WHAT THE EXERCISE ASKS |
From the listing below, extract every line in which the word "Vida" appears.

INPUT FOR THIS TASK |
BEGIN

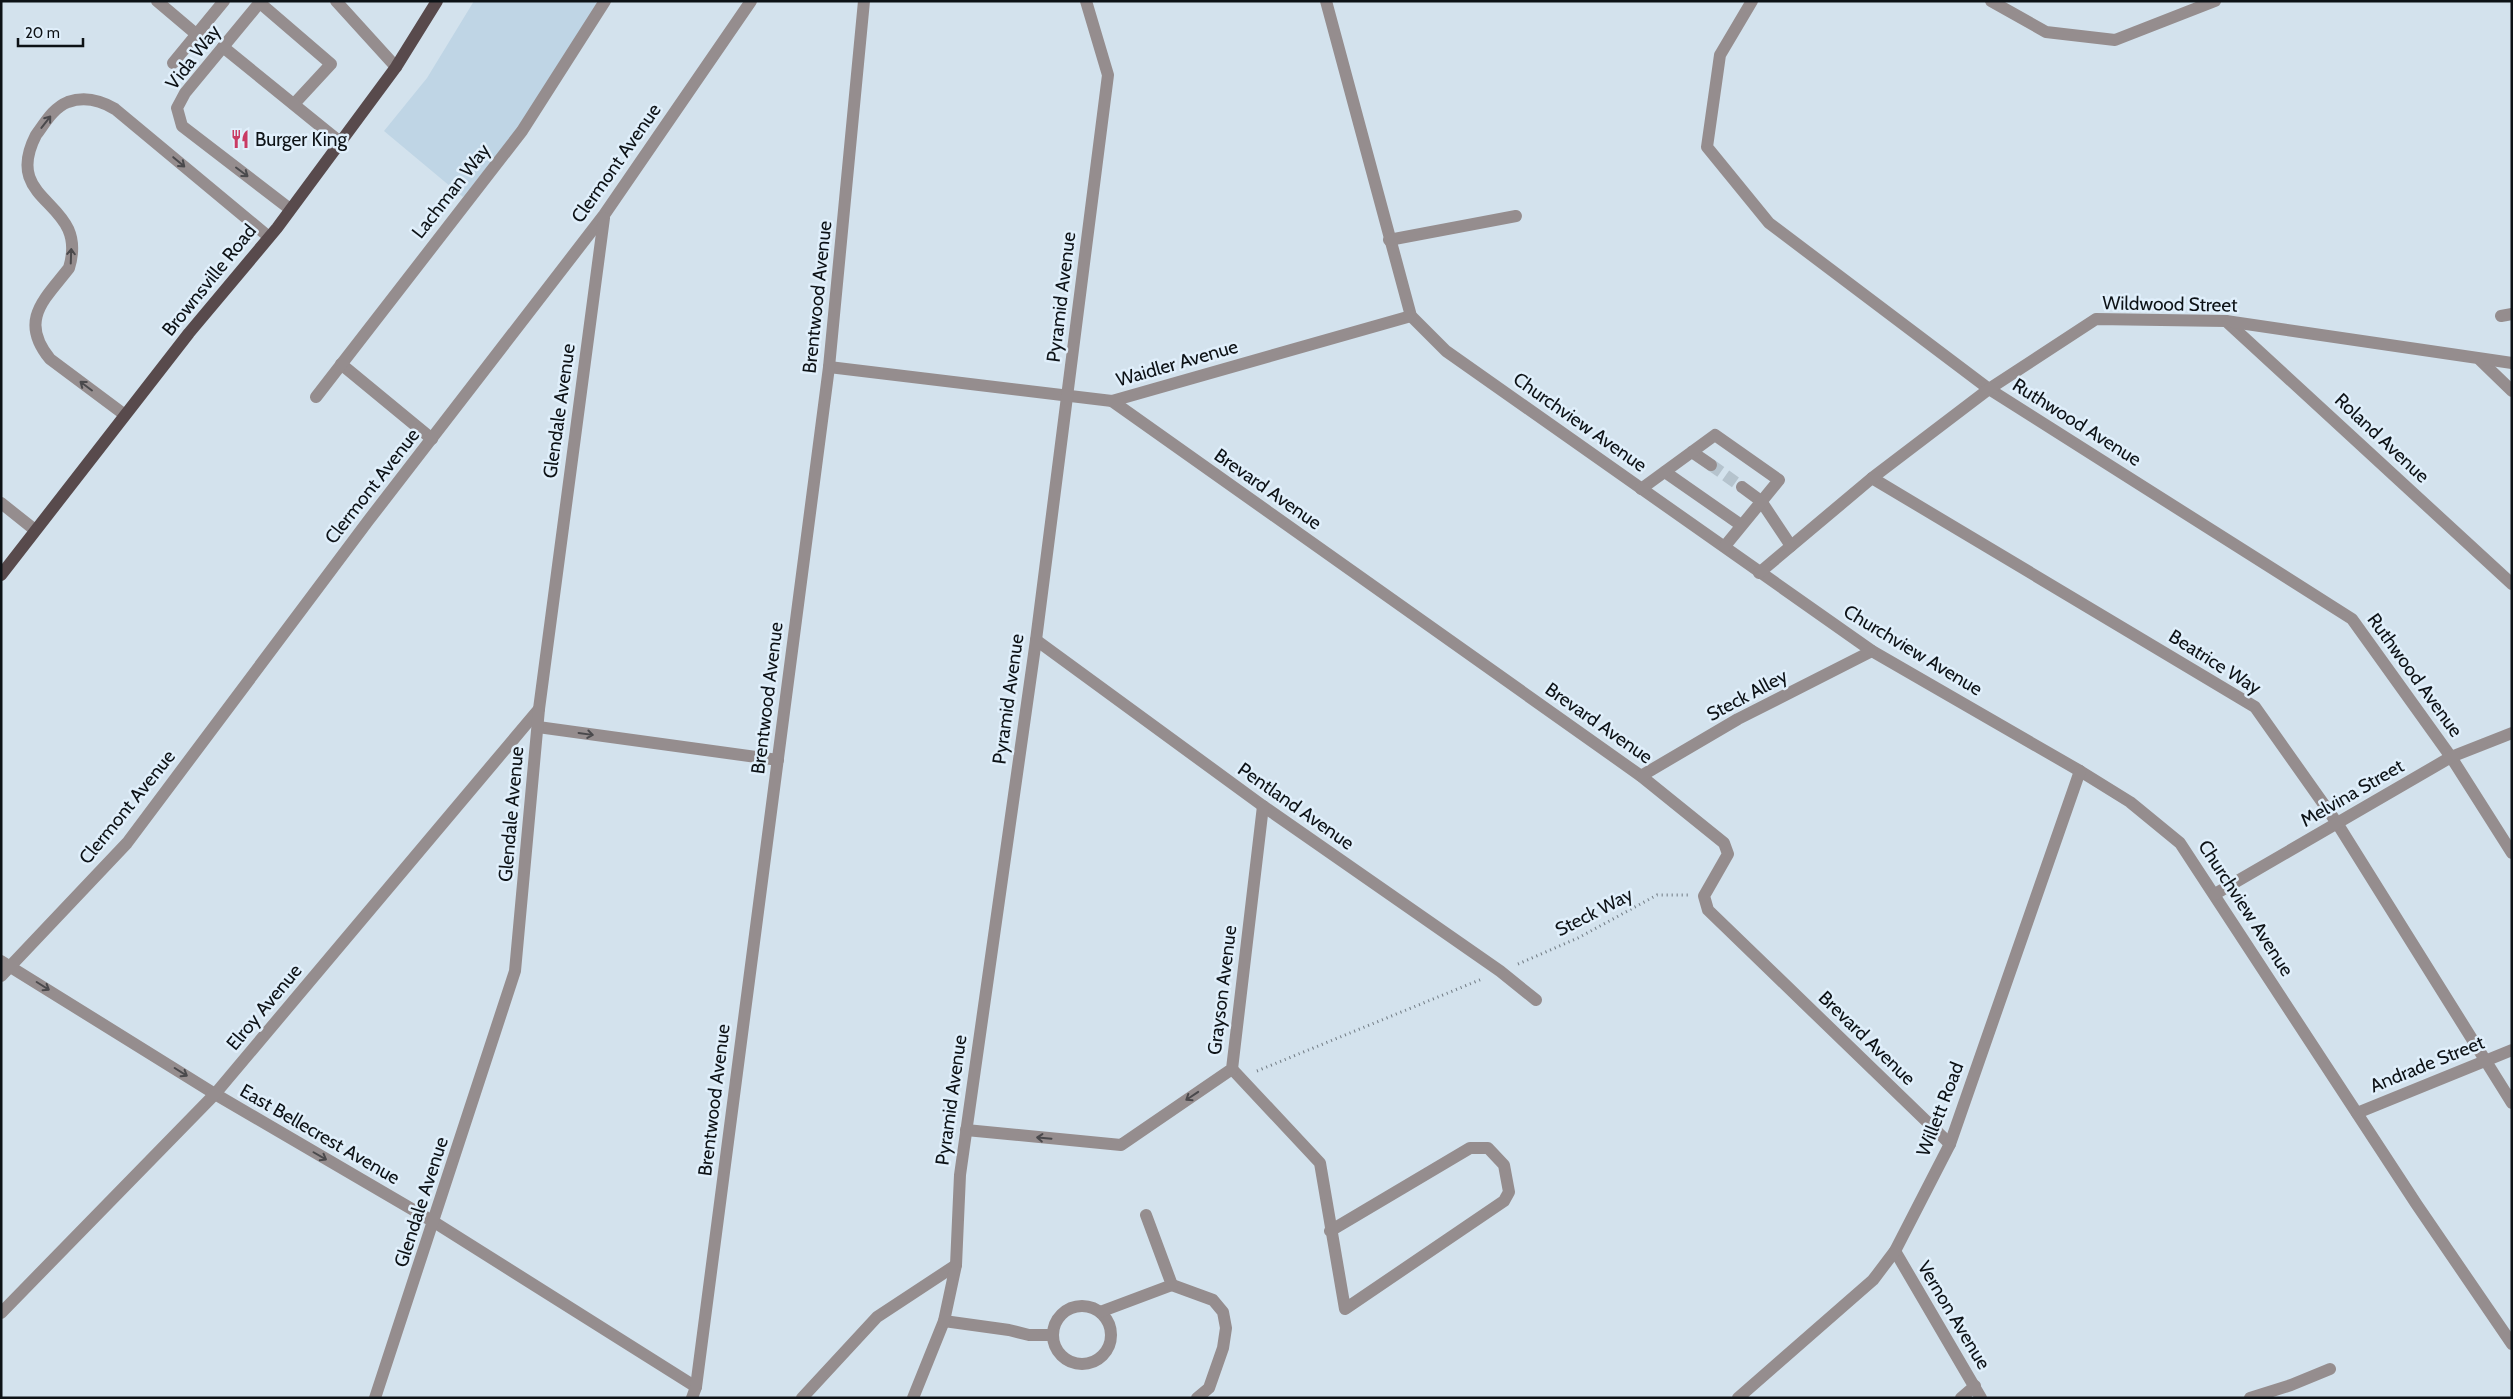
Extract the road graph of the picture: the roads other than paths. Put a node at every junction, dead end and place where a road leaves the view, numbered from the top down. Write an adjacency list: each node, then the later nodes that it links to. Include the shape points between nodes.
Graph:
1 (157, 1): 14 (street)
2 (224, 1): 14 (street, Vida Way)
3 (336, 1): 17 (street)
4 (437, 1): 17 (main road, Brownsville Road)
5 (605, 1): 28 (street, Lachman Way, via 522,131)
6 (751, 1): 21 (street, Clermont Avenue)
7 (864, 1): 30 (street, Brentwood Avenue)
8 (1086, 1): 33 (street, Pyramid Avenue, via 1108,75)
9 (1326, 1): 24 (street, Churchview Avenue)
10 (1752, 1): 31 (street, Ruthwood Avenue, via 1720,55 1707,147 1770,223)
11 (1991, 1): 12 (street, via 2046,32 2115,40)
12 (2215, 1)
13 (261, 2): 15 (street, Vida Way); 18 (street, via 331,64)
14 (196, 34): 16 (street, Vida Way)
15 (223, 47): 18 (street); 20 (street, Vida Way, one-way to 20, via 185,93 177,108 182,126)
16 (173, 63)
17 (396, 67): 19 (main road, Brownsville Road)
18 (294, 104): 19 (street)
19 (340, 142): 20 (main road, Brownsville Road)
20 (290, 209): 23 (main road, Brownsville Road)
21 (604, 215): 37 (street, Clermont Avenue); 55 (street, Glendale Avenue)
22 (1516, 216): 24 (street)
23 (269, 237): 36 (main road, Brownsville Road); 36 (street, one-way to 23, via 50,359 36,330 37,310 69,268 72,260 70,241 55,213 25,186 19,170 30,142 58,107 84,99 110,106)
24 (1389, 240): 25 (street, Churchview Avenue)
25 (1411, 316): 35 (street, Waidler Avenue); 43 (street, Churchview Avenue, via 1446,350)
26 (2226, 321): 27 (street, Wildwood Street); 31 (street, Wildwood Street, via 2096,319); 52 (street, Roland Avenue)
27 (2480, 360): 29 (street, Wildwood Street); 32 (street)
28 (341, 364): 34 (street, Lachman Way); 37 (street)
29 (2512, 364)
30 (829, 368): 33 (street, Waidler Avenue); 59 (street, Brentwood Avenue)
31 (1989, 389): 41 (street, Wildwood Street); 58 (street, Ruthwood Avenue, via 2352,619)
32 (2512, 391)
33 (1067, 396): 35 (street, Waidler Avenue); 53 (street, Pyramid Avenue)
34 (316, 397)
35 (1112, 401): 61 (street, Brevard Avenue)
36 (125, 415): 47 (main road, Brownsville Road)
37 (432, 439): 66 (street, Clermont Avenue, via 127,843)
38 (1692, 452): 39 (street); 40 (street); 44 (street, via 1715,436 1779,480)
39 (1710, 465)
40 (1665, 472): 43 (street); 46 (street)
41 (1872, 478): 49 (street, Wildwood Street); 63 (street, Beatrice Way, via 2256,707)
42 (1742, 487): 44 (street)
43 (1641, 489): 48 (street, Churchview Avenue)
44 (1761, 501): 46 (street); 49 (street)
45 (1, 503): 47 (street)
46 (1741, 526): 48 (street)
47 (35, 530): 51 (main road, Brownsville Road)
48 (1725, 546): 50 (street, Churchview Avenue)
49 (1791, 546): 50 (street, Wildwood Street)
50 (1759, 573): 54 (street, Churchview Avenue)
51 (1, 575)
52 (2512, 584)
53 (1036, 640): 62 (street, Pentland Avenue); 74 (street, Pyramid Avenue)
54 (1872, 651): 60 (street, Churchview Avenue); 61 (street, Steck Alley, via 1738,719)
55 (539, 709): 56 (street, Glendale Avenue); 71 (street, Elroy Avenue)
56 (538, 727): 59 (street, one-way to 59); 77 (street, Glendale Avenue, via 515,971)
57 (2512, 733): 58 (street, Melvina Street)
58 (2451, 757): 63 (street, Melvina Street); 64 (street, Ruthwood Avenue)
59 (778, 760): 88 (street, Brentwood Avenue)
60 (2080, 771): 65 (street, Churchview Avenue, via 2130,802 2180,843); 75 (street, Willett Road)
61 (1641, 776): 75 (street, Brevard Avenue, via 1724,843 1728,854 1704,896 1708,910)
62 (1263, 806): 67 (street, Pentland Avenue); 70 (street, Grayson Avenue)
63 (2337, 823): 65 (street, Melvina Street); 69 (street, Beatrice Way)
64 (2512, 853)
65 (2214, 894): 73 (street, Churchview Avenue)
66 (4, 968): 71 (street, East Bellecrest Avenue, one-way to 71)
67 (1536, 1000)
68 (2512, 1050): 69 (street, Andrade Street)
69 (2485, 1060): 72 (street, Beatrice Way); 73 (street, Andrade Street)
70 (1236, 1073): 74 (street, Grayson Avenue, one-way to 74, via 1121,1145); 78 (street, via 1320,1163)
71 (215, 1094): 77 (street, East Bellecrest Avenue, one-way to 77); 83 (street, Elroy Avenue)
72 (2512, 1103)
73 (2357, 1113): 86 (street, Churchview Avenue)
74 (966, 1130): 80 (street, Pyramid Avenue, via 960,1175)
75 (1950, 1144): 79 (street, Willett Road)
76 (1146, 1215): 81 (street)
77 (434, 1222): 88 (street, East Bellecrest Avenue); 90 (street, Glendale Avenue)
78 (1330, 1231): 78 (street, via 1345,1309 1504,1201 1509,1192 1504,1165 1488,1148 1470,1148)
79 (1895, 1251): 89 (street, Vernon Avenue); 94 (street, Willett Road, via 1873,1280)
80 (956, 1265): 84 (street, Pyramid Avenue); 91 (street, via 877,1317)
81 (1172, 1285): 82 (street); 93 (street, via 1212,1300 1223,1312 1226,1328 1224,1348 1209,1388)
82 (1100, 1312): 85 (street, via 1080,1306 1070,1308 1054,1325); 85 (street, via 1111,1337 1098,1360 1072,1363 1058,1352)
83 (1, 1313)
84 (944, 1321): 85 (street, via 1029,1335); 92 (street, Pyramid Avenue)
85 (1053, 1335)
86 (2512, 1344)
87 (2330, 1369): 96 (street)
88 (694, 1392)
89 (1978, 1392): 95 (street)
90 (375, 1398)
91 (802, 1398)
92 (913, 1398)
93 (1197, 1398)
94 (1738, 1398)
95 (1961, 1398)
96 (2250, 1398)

END

COMPLETED EXERCISE |
2 (224, 1): 14 (street, Vida Way)
13 (261, 2): 15 (street, Vida Way); 18 (street, via 331,64)
14 (196, 34): 16 (street, Vida Way)
15 (223, 47): 18 (street); 20 (street, Vida Way, one-way to 20, via 185,93 177,108 182,126)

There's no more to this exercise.